Take for example the case of Debra Harrell, who was jailed and charged recently with “unlawful conduct toward a child” in North Augusta, South Carolina, according to news reports. Her crime: leaving her 9-year-old daughter alone to play with a few dozen other kids in a local park while Harrell went to work.
Like a lot of parents, I wouldn’t have left my kid unsupervised at that age, no matter how safe the neighborhood may be. But, considering how many other parents were AWOL when I took my son to our neighborhood parks, that question is subject to endless debate.
Freelance writer Kim Brooks found that to be true, as she recounted in a Salon article about her own arrest. She left her 4-year-old son in the car alone for a few minutes while she bought a pair of headphones. Although she didn’t deem that move to be unsafe or unusual, a “good Samaritan,” as she put it, videotaped her offense.
“I’m glad we live in a world where people are watching out for kids,” she recalled her lawyer consoling her. “But in your case, what happened wasn’t malicious. It wasn’t neglectful. It was a temporary lapse in judgment. This is what we need to stress.”
She eventually agreed to do 100 hours of community service and to take parenting classes.

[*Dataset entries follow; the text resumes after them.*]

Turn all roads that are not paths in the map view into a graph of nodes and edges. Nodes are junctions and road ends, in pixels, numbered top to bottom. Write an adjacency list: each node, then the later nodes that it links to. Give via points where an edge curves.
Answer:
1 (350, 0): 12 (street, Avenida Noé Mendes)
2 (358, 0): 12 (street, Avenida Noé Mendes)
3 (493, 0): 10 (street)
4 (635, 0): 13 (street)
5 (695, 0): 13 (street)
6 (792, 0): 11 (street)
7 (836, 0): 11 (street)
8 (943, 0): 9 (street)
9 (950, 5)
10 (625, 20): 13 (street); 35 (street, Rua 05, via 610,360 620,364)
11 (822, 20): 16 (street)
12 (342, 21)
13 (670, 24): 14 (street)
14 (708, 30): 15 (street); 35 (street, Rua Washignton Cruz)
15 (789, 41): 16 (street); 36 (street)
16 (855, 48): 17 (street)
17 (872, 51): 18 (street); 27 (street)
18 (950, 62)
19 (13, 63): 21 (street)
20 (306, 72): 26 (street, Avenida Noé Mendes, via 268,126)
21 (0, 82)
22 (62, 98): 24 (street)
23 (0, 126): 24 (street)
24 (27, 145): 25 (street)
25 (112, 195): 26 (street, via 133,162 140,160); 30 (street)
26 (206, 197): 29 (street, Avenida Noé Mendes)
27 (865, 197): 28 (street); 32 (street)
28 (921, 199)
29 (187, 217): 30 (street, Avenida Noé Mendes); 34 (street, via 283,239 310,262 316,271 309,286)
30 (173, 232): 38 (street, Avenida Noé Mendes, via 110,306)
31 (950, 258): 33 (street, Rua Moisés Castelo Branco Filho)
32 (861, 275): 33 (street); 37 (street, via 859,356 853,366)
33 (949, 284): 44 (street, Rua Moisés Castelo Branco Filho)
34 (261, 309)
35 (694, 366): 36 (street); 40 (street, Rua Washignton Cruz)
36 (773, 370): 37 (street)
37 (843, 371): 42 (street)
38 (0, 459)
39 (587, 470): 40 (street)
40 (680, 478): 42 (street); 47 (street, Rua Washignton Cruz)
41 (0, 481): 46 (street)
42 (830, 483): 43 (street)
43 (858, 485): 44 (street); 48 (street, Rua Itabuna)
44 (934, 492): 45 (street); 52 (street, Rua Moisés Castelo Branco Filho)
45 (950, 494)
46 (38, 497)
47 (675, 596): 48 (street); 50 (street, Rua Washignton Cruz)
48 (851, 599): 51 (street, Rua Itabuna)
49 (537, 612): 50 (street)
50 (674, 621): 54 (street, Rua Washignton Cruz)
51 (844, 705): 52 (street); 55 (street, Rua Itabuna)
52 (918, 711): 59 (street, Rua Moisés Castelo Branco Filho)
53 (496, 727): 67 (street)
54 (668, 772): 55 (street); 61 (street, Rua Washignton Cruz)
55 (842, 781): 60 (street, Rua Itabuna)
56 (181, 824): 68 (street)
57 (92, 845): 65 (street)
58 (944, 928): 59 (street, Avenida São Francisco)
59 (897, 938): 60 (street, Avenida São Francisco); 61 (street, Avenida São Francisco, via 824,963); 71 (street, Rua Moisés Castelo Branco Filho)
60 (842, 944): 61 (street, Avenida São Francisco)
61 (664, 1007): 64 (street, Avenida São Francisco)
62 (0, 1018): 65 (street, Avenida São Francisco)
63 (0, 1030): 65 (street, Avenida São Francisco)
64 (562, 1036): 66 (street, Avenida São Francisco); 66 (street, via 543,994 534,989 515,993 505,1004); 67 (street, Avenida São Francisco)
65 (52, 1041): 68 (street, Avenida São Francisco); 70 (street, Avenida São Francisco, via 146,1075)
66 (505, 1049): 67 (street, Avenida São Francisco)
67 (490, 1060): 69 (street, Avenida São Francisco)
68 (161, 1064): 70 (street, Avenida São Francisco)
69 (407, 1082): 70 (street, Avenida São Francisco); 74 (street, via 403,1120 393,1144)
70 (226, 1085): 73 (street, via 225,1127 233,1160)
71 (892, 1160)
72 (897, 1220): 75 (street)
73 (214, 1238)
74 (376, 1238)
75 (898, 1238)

Her case also brought a lot of sympathy from Lenore Skenazy, a former New York Sun columnist who made a national splash with a 2008 column about her decision to let her 9-year-old son take the subway by himself. The resulting flood of praise and outrage (she embraced the title “World’s Worst Mom” for a syndicated TV series she hosted in 2012) moved her to found the Free Range Kids movement dedicated, in her words, to “fighting the belief that our kids are in constant danger.”
Letting your kids roam free helps them learn and grow, Skenazy argues, unlike the “bubble-wrap kids” raised by us more paranoid parents.
To me that view sounds more appropriate to the small-town world of a half-century ago in which I grew up. Today’s world is so immersed in horror stories about abducted children and kids dying in locked cars that merely leaving children unattended can be grounds for arrest.
The “criminalization of parenting” is what libertarian-leaning Washington Post blogger Radley Balko calls these cases. Balko deplores the increasing use of the criminal justice system to address problems that used to be handled by families, friends, churches and other community institutions.
I suspect that our society’s faith in those traditional institutions has declined with the rising, widely held suspicion that those institutions are under siege and breaking down.
That fear helps to explain why Tennessee has taken the extreme and, I believe, dangerous step of passing the nation’s first state law that specifically criminalizes taking drugs while pregnant.
Only a few days after the law went into effect on July 1, Monroe County police arrested Mallory Loyola, 26, after both she and her newborn infant tested positive for meth, according to police reports.
There’s no question that the law is well intended. For some drug offenders, arrest may be the last-resort way to get them into the treatment they need. But a new danger to unborn children rises when the emphasis on prosecution deters women with drug and alcohol problems from seeking the prenatal care that they need.
In recent years we have seen a broad spectrum of politicians and activists — from the libertarian right to the progressive left — push for alternative sentencing that reduces the expensive mass incarceration of nonviolent offenders, mostly in the government-sponsored war on drugs. We also need to look seriously for alternatives to prosecution that can avoid a new war on parents.